- **Exercise instructions**: Could you copy out all the lines in the material below where the word "graph" occurs?
Material provided Block Start
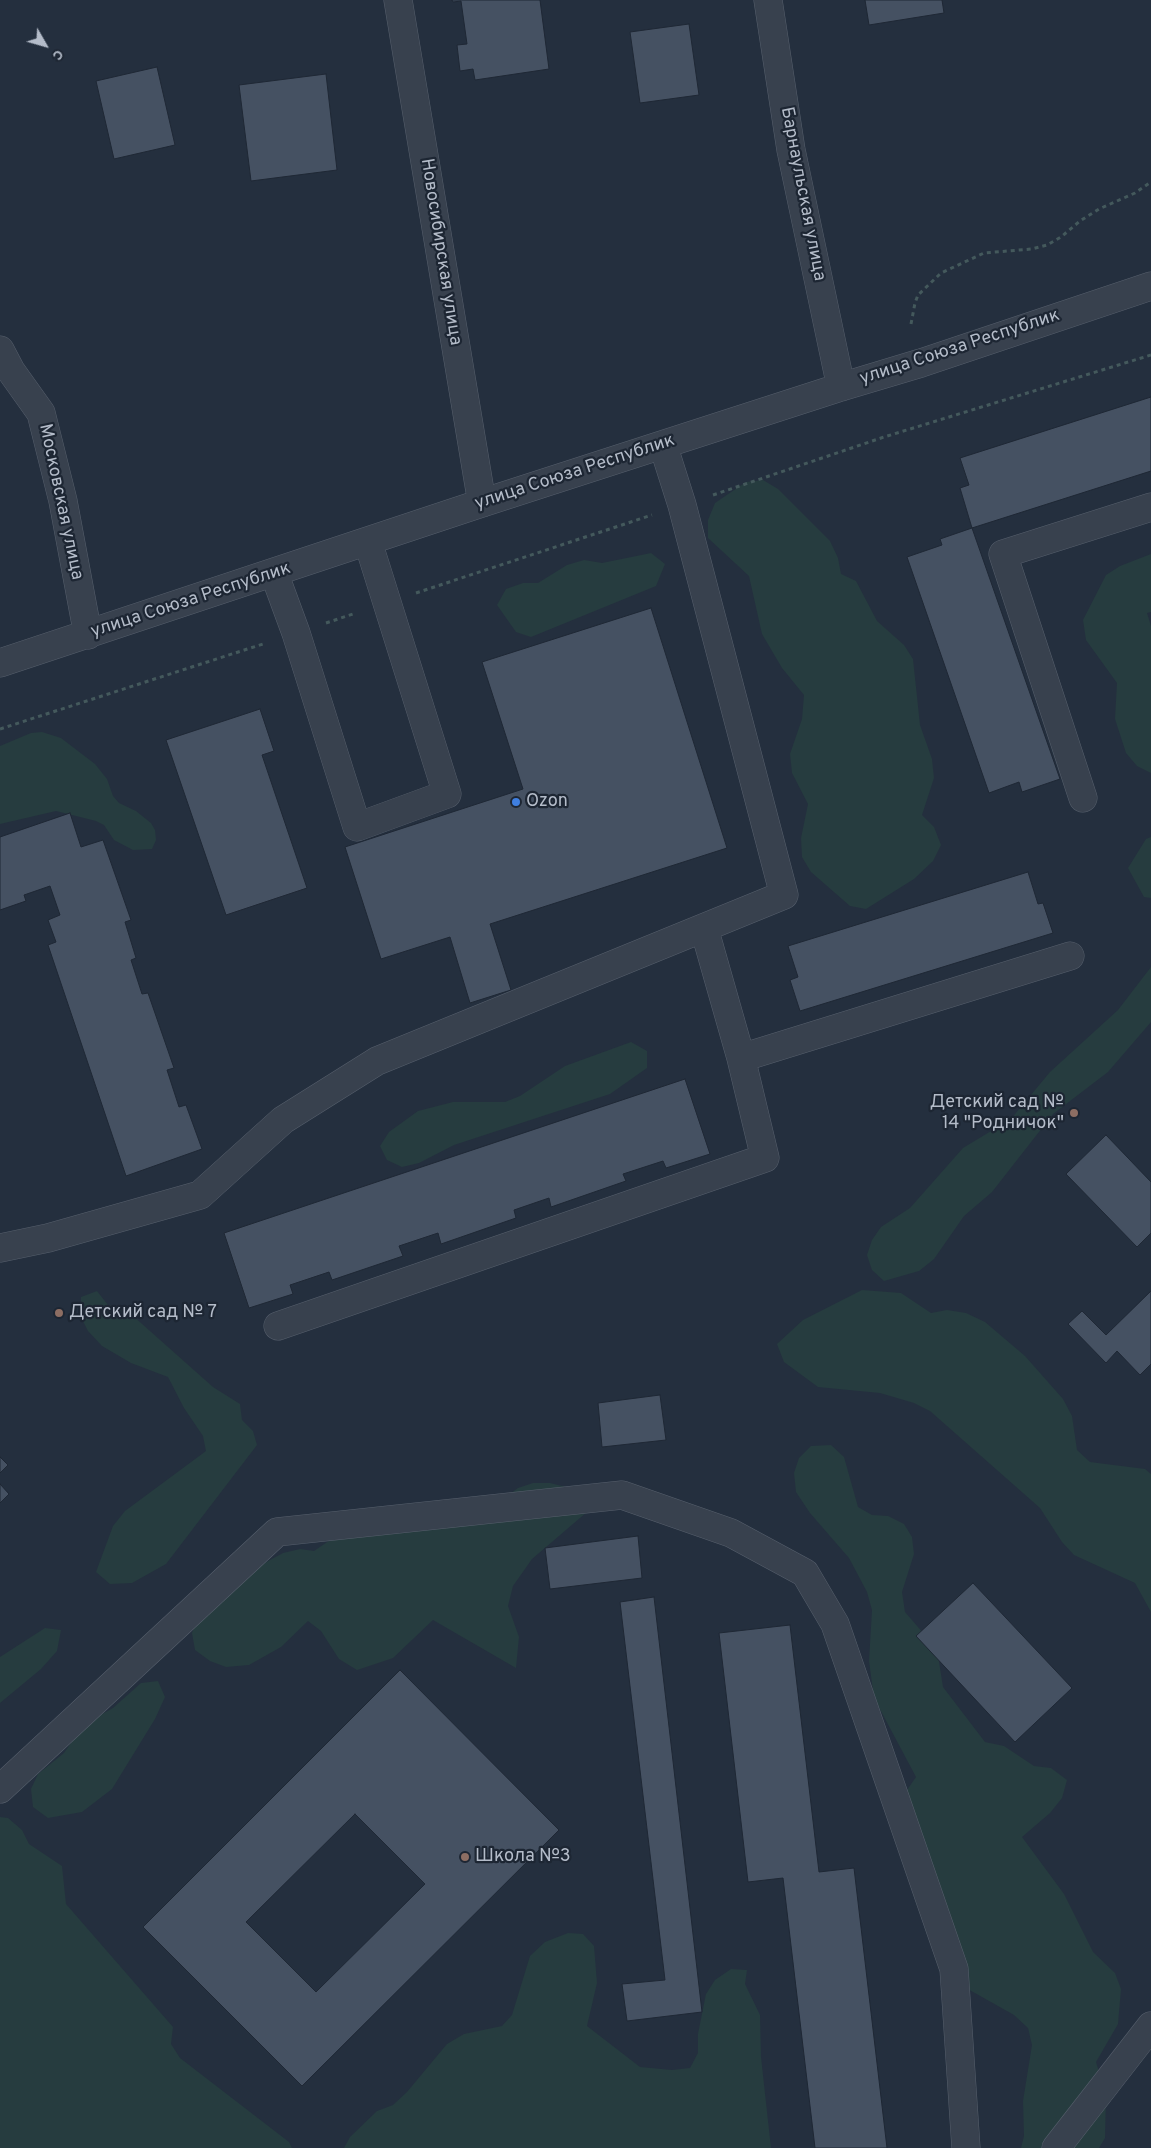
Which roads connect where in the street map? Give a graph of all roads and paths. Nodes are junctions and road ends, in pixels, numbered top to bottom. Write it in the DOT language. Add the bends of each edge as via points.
Material provided Block End
Material provided Block Start
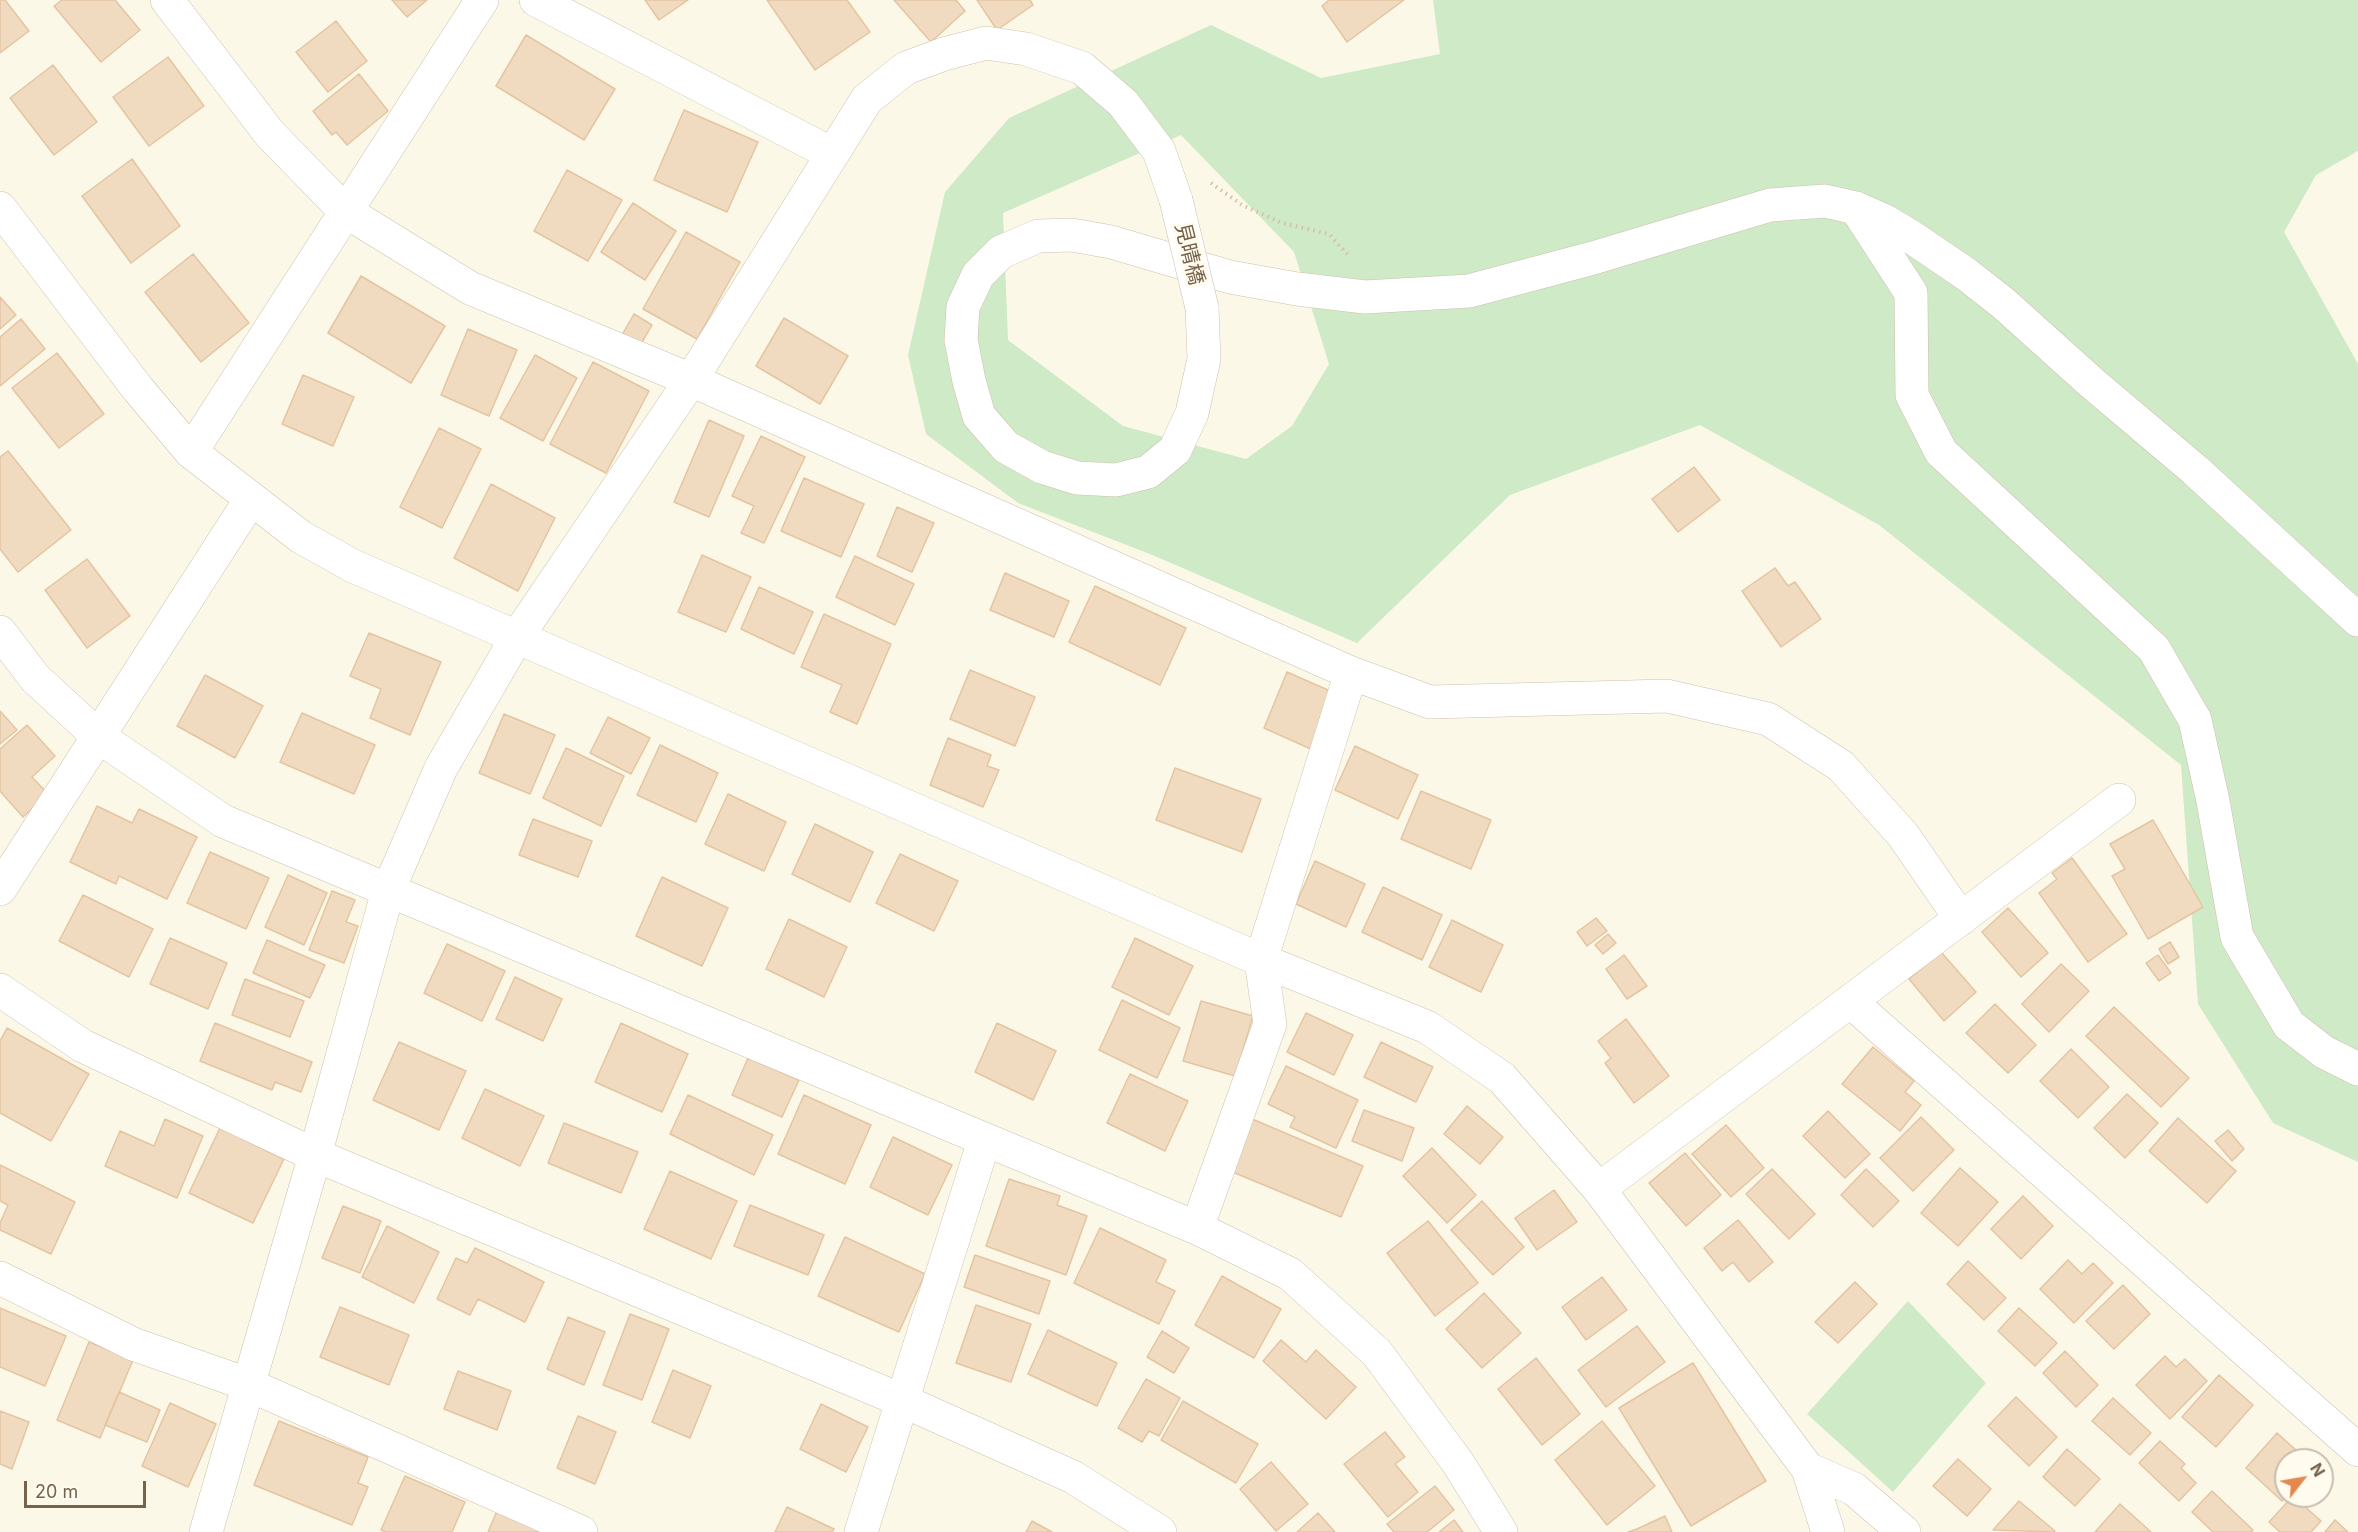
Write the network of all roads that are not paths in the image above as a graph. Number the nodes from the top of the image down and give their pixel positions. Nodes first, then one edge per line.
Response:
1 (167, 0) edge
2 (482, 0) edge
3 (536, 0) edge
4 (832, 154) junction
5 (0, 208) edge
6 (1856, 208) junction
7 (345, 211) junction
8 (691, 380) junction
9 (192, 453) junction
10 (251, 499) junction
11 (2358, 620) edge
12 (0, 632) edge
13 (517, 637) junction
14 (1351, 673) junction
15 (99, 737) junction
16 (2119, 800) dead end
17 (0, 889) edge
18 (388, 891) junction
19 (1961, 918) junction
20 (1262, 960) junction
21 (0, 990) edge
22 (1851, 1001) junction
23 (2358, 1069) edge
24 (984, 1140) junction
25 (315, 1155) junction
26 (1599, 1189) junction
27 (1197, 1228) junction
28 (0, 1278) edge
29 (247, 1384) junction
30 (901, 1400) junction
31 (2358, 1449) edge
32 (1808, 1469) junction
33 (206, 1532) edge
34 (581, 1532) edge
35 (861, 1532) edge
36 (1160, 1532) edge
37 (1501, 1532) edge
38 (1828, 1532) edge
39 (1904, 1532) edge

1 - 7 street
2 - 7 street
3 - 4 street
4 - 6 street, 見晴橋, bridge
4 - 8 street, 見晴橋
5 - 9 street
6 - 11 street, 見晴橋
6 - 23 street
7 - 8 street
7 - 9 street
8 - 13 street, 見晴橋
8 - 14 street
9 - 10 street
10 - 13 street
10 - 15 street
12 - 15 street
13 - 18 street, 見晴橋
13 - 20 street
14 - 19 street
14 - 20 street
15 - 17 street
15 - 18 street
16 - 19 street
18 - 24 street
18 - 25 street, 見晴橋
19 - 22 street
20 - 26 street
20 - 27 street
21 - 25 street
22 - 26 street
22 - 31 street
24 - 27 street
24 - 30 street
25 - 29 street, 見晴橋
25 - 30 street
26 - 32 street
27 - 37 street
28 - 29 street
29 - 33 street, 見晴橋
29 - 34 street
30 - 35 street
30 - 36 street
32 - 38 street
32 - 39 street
Material provided Block End
- **Solution to the problem**:
Which roads connect where in the street map? Give a graph of all roads and paths. Nodes are junctions and road ends, in pixels, numbered top to bottom. Write it in the DOT language. Add the bends of each edge as via points.
Write the network of all roads that are not paths in the image above as a graph. Number the nodes from the top of the image down and give their pixel positions. Nodes first, then one edge per line.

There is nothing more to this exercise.